The legions of fans who devotedly watch the British drama “Downton Abbey” on PBS have become engrossed in the lives of the ensemble cast of the aristocratic family portrayed in the show. If you’ve not yet been initiated in the drama, let us bring you up to date. Downton Abbey follows the lives of the Crawley family and its ancestral home, the eponymous Downton Abbey. Following the death of the family heir on the Titanic, the show follows the lives of the family members as they navigate through the complicated ramifications of who will inherit the family fortune under the arcane laws of the day.
But what does Downton Abbey have to tell us about modern estate planning? For one thing, the intestacy laws that applied in England during the reign of King George V are, thankfully, not the same as modern American laws. Yet, in some aspects, the drama surrounding the Crawley family as it determines who will inherit the title and rights to the family estate share some common ground with modern estate planning.

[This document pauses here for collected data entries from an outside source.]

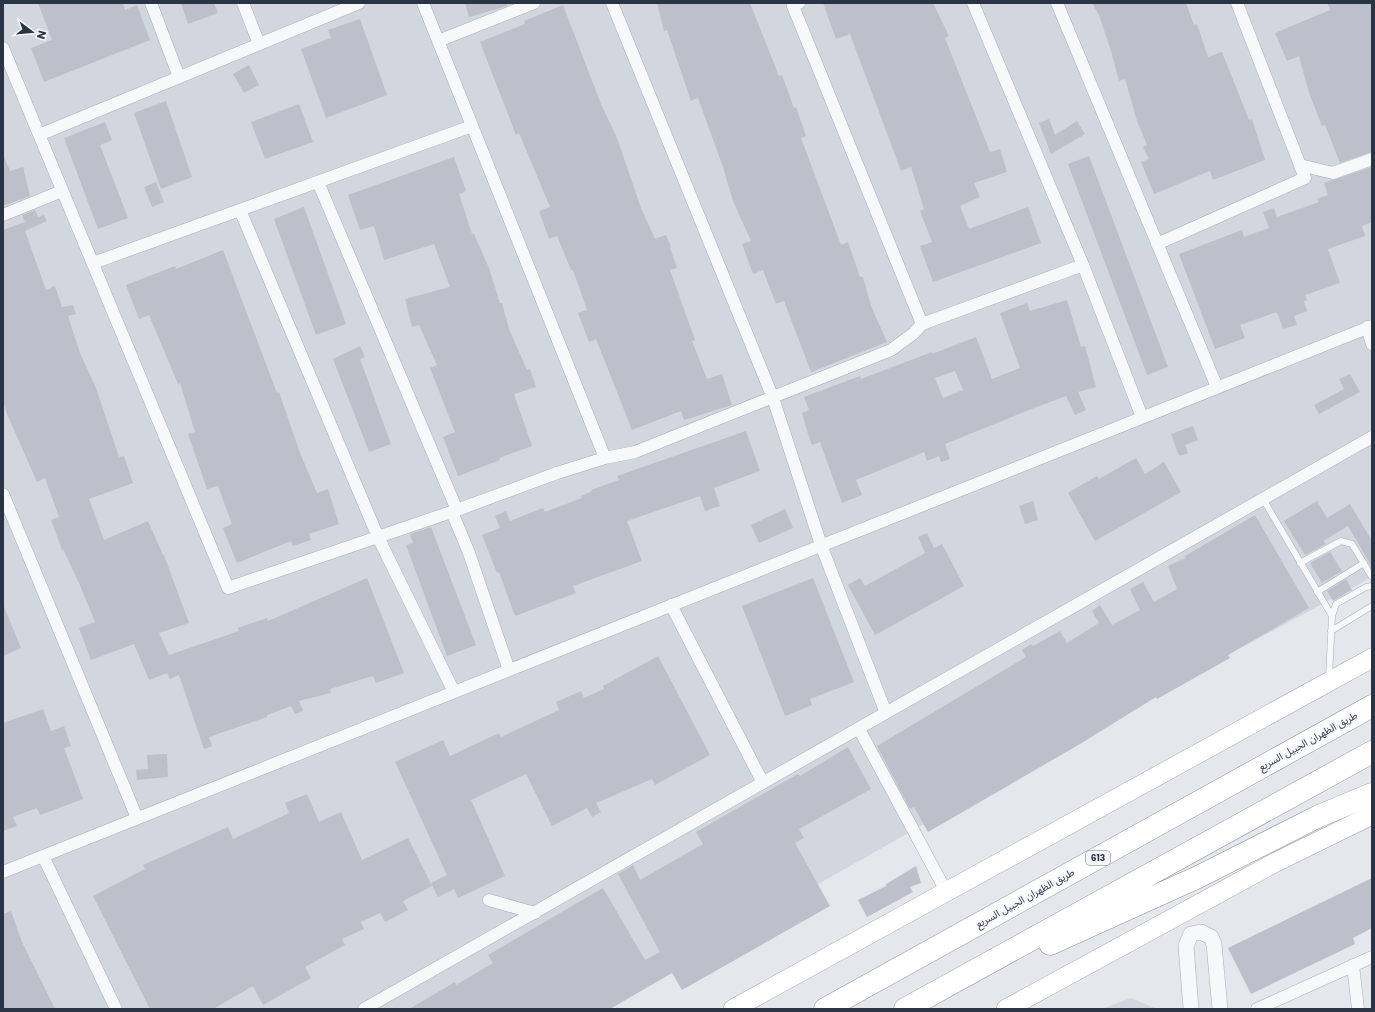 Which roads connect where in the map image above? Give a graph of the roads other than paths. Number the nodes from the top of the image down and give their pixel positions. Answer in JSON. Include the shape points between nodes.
{"nodes":[{"id":1,"x":151,"y":3,"type":"edge"},
{"id":2,"x":243,"y":3,"type":"edge"},
{"id":3,"x":359,"y":3,"type":"edge"},
{"id":4,"x":423,"y":3,"type":"edge"},
{"id":5,"x":534,"y":3,"type":"edge"},
{"id":6,"x":612,"y":3,"type":"edge"},
{"id":7,"x":799,"y":3,"type":"edge"},
{"id":8,"x":973,"y":3,"type":"edge"},
{"id":9,"x":1057,"y":3,"type":"edge"},
{"id":10,"x":1237,"y":3,"type":"edge"},
{"id":11,"x":438,"y":42,"type":"junction"},
{"id":12,"x":259,"y":44,"type":"junction"},
{"id":13,"x":3,"y":48,"type":"edge"},
{"id":14,"x":179,"y":77,"type":"junction"},
{"id":15,"x":472,"y":126,"type":"junction"},
{"id":16,"x":39,"y":135,"type":"junction"},
{"id":17,"x":1372,"y":159,"type":"edge"},
{"id":18,"x":1300,"y":165,"type":"junction"},
{"id":19,"x":318,"y":182,"type":"junction"},
{"id":20,"x":62,"y":191,"type":"junction"},
{"id":21,"x":240,"y":210,"type":"junction"},
{"id":22,"x":3,"y":215,"type":"edge"},
{"id":23,"x":1157,"y":244,"type":"junction"},
{"id":24,"x":92,"y":263,"type":"junction"},
{"id":25,"x":1083,"y":265,"type":"junction"},
{"id":26,"x":922,"y":324,"type":"junction"},
{"id":27,"x":1370,"y":326,"type":"edge"},
{"id":28,"x":1372,"y":344,"type":"edge"},
{"id":29,"x":1218,"y":383,"type":"junction"},
{"id":30,"x":773,"y":398,"type":"junction"},
{"id":31,"x":1142,"y":417,"type":"junction"},
{"id":32,"x":1372,"y":437,"type":"edge"},
{"id":33,"x":605,"y":458,"type":"junction"},
{"id":34,"x":3,"y":494,"type":"edge"},
{"id":35,"x":1263,"y":499,"type":"junction"},
{"id":36,"x":455,"y":511,"type":"junction"},
{"id":37,"x":378,"y":537,"type":"junction"},
{"id":38,"x":821,"y":545,"type":"junction"},
{"id":39,"x":1300,"y":563,"type":"junction"},
{"id":40,"x":1364,"y":563,"type":"junction"},
{"id":41,"x":1372,"y":577,"type":"edge"},
{"id":42,"x":1372,"y":586,"type":"edge"},
{"id":43,"x":1317,"y":592,"type":"junction"},
{"id":44,"x":671,"y":605,"type":"junction"},
{"id":45,"x":1372,"y":606,"type":"edge"},
{"id":46,"x":1332,"y":616,"type":"junction"},
{"id":47,"x":1331,"y":631,"type":"junction"},
{"id":48,"x":1372,"y":658,"type":"edge"},
{"id":49,"x":509,"y":670,"type":"junction"},
{"id":50,"x":1329,"y":682,"type":"junction"},
{"id":51,"x":454,"y":692,"type":"junction"},
{"id":52,"x":1372,"y":706,"type":"edge"},
{"id":53,"x":886,"y":713,"type":"junction"},
{"id":54,"x":859,"y":729,"type":"junction"},
{"id":55,"x":1372,"y":752,"type":"edge"},
{"id":56,"x":763,"y":783,"type":"junction"},
{"id":57,"x":1372,"y":794,"type":"edge"},
{"id":58,"x":1372,"y":815,"type":"edge"},
{"id":59,"x":137,"y":818,"type":"junction"},
{"id":60,"x":43,"y":856,"type":"junction"},
{"id":61,"x":3,"y":872,"type":"edge"},
{"id":62,"x":947,"y":893,"type":"junction"},
{"id":63,"x":489,"y":900,"type":"dead end"},
{"id":64,"x":535,"y":913,"type":"junction"},
{"id":65,"x":1372,"y":957,"type":"edge"},
{"id":66,"x":1353,"y":966,"type":"junction"},
{"id":67,"x":116,"y":1009,"type":"edge"},
{"id":68,"x":364,"y":1009,"type":"edge"},
{"id":69,"x":733,"y":1009,"type":"edge"},
{"id":70,"x":825,"y":1009,"type":"edge"},
{"id":71,"x":906,"y":1009,"type":"edge"},
{"id":72,"x":1006,"y":1009,"type":"edge"},
{"id":73,"x":1191,"y":1009,"type":"edge"},
{"id":74,"x":1220,"y":1009,"type":"edge"},
{"id":75,"x":1257,"y":1009,"type":"edge"},
{"id":76,"x":1358,"y":1009,"type":"edge"}],
"edges":[{"from":1,"to":14,"type":"street"},
{"from":2,"to":12,"type":"street"},
{"from":3,"to":12,"type":"street"},
{"from":4,"to":11,"type":"street"},
{"from":5,"to":11,"type":"street"},
{"from":6,"to":30,"type":"street"},
{"from":7,"to":26,"type":"street","via":[[793,6]]},
{"from":8,"to":25,"type":"street"},
{"from":9,"to":23,"type":"street"},
{"from":10,"to":18,"type":"street"},
{"from":11,"to":15,"type":"street"},
{"from":12,"to":14,"type":"street"},
{"from":13,"to":16,"type":"street"},
{"from":14,"to":16,"type":"street"},
{"from":15,"to":19,"type":"street"},
{"from":15,"to":33,"type":"street"},
{"from":16,"to":20,"type":"street"},
{"from":17,"to":18,"type":"street","via":[[1333,173]]},
{"from":18,"to":23,"type":"street","via":[[1305,178]]},
{"from":19,"to":21,"type":"street"},
{"from":19,"to":36,"type":"street"},
{"from":20,"to":22,"type":"street"},
{"from":20,"to":24,"type":"street"},
{"from":21,"to":24,"type":"street"},
{"from":21,"to":37,"type":"street"},
{"from":23,"to":29,"type":"street"},
{"from":24,"to":37,"type":"street","via":[[228,588]]},
{"from":25,"to":26,"type":"street"},
{"from":25,"to":31,"type":"street"},
{"from":26,"to":30,"type":"street","via":[[891,350]]},
{"from":27,"to":28,"type":"street"},
{"from":27,"to":29,"type":"street"},
{"from":29,"to":31,"type":"street"},
{"from":30,"to":33,"type":"street","via":[[635,452]]},
{"from":30,"to":38,"type":"street"},
{"from":31,"to":38,"type":"street"},
{"from":32,"to":35,"type":"street"},
{"from":33,"to":36,"type":"street"},
{"from":34,"to":59,"type":"street"},
{"from":35,"to":39,"type":"lane"},
{"from":35,"to":53,"type":"street"},
{"from":36,"to":37,"type":"street"},
{"from":36,"to":49,"type":"street"},
{"from":37,"to":51,"type":"street"},
{"from":38,"to":44,"type":"street"},
{"from":38,"to":53,"type":"street"},
{"from":39,"to":40,"type":"lane","via":[[1341,541],[1352,544]]},
{"from":39,"to":43,"type":"lane"},
{"from":40,"to":41,"type":"lane"},
{"from":40,"to":43,"type":"lane"},
{"from":42,"to":46,"type":"lane","via":[[1336,604]]},
{"from":43,"to":46,"type":"lane"},
{"from":44,"to":49,"type":"street"},
{"from":44,"to":56,"type":"street"},
{"from":45,"to":47,"type":"lane"},
{"from":46,"to":47,"type":"lane"},
{"from":47,"to":50,"type":"lane"},
{"from":48,"to":50,"type":"main road"},
{"from":49,"to":51,"type":"street"},
{"from":50,"to":62,"type":"main road"},
{"from":51,"to":59,"type":"street"},
{"from":52,"to":70,"type":"highway","name":"طريق الظهران الجبيل السريع","number":"613"},
{"from":53,"to":54,"type":"street"},
{"from":54,"to":56,"type":"street"},
{"from":54,"to":62,"type":"street"},
{"from":55,"to":71,"type":"highway"},
{"from":56,"to":64,"type":"street"},
{"from":57,"to":71,"type":"highway","via":[[1319,816],[1191,880]]},
{"from":58,"to":72,"type":"main road","via":[[1267,867]]},
{"from":59,"to":60,"type":"street"},
{"from":60,"to":61,"type":"street"},
{"from":60,"to":67,"type":"street"},
{"from":62,"to":69,"type":"main road"},
{"from":63,"to":64,"type":"street"},
{"from":64,"to":68,"type":"street"},
{"from":65,"to":66,"type":"street"},
{"from":66,"to":75,"type":"street"},
{"from":66,"to":76,"type":"street"},
{"from":73,"to":74,"type":"street","via":[[1186,946],[1191,934],[1201,932],[1211,937],[1214,944]]}]}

If you, or your parents, should die without leaving behind a will or other estate planning device, how will your property pass on to your family? Though you don’t have to worry about passing on any of your titles, you should know that if you have taken no legally recognized estate planning steps, your estate will pass in accordance to laws that already choose for you. In New York, these intestacy laws are already in place and apply whether you want them to or not. The only way to avoid them is to create an estate plan of your own.